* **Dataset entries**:
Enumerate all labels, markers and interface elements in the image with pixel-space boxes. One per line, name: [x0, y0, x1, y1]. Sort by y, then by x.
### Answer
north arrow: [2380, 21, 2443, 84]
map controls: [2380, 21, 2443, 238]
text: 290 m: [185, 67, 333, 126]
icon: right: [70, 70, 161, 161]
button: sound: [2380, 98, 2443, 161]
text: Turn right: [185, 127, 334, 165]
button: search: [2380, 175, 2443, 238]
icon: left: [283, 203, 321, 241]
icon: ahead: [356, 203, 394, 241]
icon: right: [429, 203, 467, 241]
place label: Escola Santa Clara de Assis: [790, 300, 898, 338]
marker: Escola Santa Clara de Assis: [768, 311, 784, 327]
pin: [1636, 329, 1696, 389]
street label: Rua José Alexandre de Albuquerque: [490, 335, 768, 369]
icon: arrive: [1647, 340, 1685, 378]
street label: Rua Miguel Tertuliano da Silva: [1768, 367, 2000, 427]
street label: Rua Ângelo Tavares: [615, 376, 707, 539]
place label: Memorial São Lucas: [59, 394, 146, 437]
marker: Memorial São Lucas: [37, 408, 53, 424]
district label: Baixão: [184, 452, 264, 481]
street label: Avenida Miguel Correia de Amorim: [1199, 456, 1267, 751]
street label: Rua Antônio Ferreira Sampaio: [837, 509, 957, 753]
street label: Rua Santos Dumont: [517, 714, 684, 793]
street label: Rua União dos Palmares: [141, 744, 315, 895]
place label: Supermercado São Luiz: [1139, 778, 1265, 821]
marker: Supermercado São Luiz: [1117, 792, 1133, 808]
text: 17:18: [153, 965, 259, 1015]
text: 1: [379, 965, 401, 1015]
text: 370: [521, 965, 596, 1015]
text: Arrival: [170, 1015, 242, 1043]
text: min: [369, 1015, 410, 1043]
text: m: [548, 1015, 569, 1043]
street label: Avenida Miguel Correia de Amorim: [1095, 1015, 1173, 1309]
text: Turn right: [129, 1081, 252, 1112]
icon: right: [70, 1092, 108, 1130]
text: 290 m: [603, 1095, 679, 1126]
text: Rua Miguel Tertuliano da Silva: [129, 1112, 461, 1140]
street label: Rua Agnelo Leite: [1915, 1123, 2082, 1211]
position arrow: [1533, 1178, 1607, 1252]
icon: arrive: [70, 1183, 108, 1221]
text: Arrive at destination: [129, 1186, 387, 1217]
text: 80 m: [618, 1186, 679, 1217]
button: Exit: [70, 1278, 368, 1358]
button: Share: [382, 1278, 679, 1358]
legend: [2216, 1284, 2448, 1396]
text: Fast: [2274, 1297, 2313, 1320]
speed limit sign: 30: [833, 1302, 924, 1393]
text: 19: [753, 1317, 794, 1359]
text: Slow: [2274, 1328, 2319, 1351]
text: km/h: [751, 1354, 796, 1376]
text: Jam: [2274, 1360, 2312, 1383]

* **Exercise description**: Above are the records; copy all of them exactly.

* **Written solution**:
Enumerate all labels, markers and interface elements in the image with pixel-space boxes. One per line, name: [x0, y0, x1, y1]. Sort by y, then by x.
### Answer
north arrow: [2380, 21, 2443, 84]
map controls: [2380, 21, 2443, 238]
text: 290 m: [185, 67, 333, 126]
icon: right: [70, 70, 161, 161]
button: sound: [2380, 98, 2443, 161]
text: Turn right: [185, 127, 334, 165]
button: search: [2380, 175, 2443, 238]
icon: left: [283, 203, 321, 241]
icon: ahead: [356, 203, 394, 241]
icon: right: [429, 203, 467, 241]
place label: Escola Santa Clara de Assis: [790, 300, 898, 338]
marker: Escola Santa Clara de Assis: [768, 311, 784, 327]
pin: [1636, 329, 1696, 389]
street label: Rua José Alexandre de Albuquerque: [490, 335, 768, 369]
icon: arrive: [1647, 340, 1685, 378]
street label: Rua Miguel Tertuliano da Silva: [1768, 367, 2000, 427]
street label: Rua Ângelo Tavares: [615, 376, 707, 539]
place label: Memorial São Lucas: [59, 394, 146, 437]
marker: Memorial São Lucas: [37, 408, 53, 424]
district label: Baixão: [184, 452, 264, 481]
street label: Avenida Miguel Correia de Amorim: [1199, 456, 1267, 751]
street label: Rua Antônio Ferreira Sampaio: [837, 509, 957, 753]
street label: Rua Santos Dumont: [517, 714, 684, 793]
street label: Rua União dos Palmares: [141, 744, 315, 895]
place label: Supermercado São Luiz: [1139, 778, 1265, 821]
marker: Supermercado São Luiz: [1117, 792, 1133, 808]
text: 17:18: [153, 965, 259, 1015]
text: 1: [379, 965, 401, 1015]
text: 370: [521, 965, 596, 1015]
text: Arrival: [170, 1015, 242, 1043]
text: min: [369, 1015, 410, 1043]
text: m: [548, 1015, 569, 1043]
street label: Avenida Miguel Correia de Amorim: [1095, 1015, 1173, 1309]
text: Turn right: [129, 1081, 252, 1112]
icon: right: [70, 1092, 108, 1130]
text: 290 m: [603, 1095, 679, 1126]
text: Rua Miguel Tertuliano da Silva: [129, 1112, 461, 1140]
street label: Rua Agnelo Leite: [1915, 1123, 2082, 1211]
position arrow: [1533, 1178, 1607, 1252]
icon: arrive: [70, 1183, 108, 1221]
text: Arrive at destination: [129, 1186, 387, 1217]
text: 80 m: [618, 1186, 679, 1217]
button: Exit: [70, 1278, 368, 1358]
button: Share: [382, 1278, 679, 1358]
legend: [2216, 1284, 2448, 1396]
text: Fast: [2274, 1297, 2313, 1320]
speed limit sign: 30: [833, 1302, 924, 1393]
text: 19: [753, 1317, 794, 1359]
text: Slow: [2274, 1328, 2319, 1351]
text: km/h: [751, 1354, 796, 1376]
text: Jam: [2274, 1360, 2312, 1383]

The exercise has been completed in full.